The giddy pace of independent London restaurant openings slackened in the last 12 months, according to the latest, 27th edition of Harden’s London Restaurants published on 9 November, which recorded 193 newcomers in its new edition, compared to 200 the previous year.

The rate of restaurant closings however continued to rise from 76 to 84 – the third highest year on record (the record of 113 was set in 2004).

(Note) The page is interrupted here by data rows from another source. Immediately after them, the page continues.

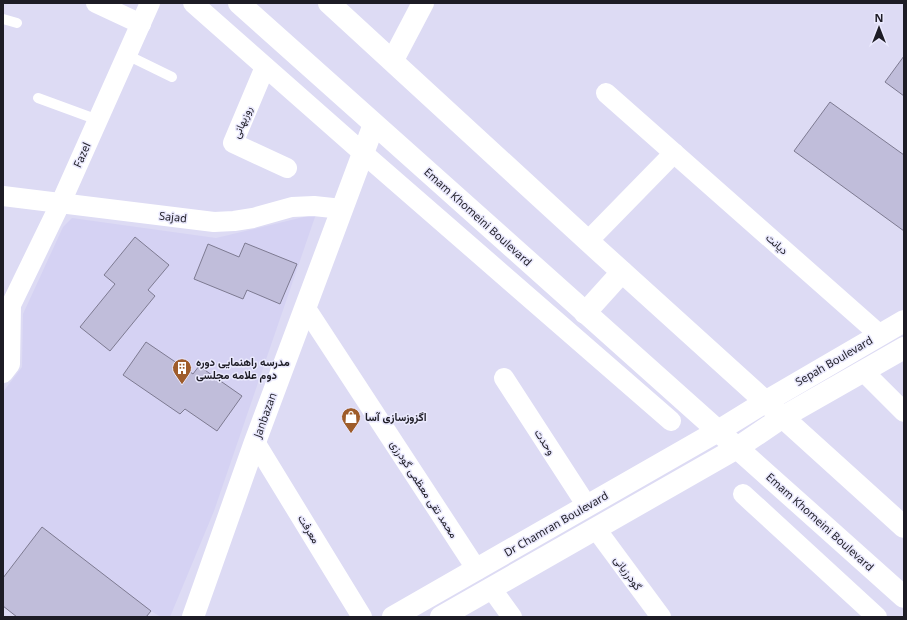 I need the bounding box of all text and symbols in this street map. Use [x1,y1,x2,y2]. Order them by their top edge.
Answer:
north arrow [859,8,899,48]
text: N [875,10,883,25]
street label: روزبهانی [228,103,255,140]
street label: Fazel [69,140,94,170]
street label: Emam Khomeini Boulevard [421,164,535,269]
street label: Sajad [158,208,188,225]
street label: دیانت [763,230,792,257]
street label: Sepah Boulevard [792,332,875,389]
place label: مدرسه راهنمایی دوره دوم علامه مجلسی [196,354,290,383]
building icon: مدرسه راهنمایی دوره دوم علامه مجلسی [171,357,193,385]
street label: Janbazan [249,390,280,440]
shop icon: اگزوزسازی آسا [340,406,362,434]
place label: اگزوزسازی آسا [365,409,427,424]
street label: وحدت [532,426,559,458]
street label: محمد تقی معظمی گودرزی [387,437,462,541]
street label: Emam Khomeini Boulevard [763,469,877,574]
street label: Dr Chamran Boulevard [501,488,611,560]
street label: معرفت [295,512,324,546]
street label: گودرزیانی [611,553,646,593]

Net openings of 109 (193-84) were lower by 12% than the previous year’s 124 (200-76).

Ratings and reviews in the guide are based on one of the UK’s most detailed annual polls of restaurant-goers, with some 7,500 people contributing 50,000 reports for the 2017 edition.

The Araki The UK’s most expensive restaurant, run by three-Michelin-star chef, Mitsuhiro Araki, for the second year achieved the highest average food rating for: “world-class” sushi that’s “as close to Japan as you can get in London”, theatrically served by numerous chefs (including Mr Araki) to just nine diners.

Marianne Chef Marianne Lumb entered the top-5 highest scoring restaurants for food (winning the ‘Top Gastronomic Experience Award’ at the Harden’s London Restaurant Awards 2017). Her “very special” petite, Notting Hill-fringe venue is “perfect for a romantic evening” with cooking that’s “peerless perfection”.

Jamavar Not only the highest rated newcomer (and winner of the ‘Top Newcomer’ award at the Harden’s London Restaurant Awards 2017), but also already the highest rated Indian restaurant in the capital. The “expert” cooking is “genuinely top class” (while “still remaining properly authentic to the flavours you might find in New Delhi or Mumbai”).

Kiln Soho haunt serving “palate-searing” Thai dishes from the charcoal grill, it entered the top-5 highest scoring restaurants in its price bracket and was crowned Top Cheap Eat at the Harden’s London Restaurant Awards 2017.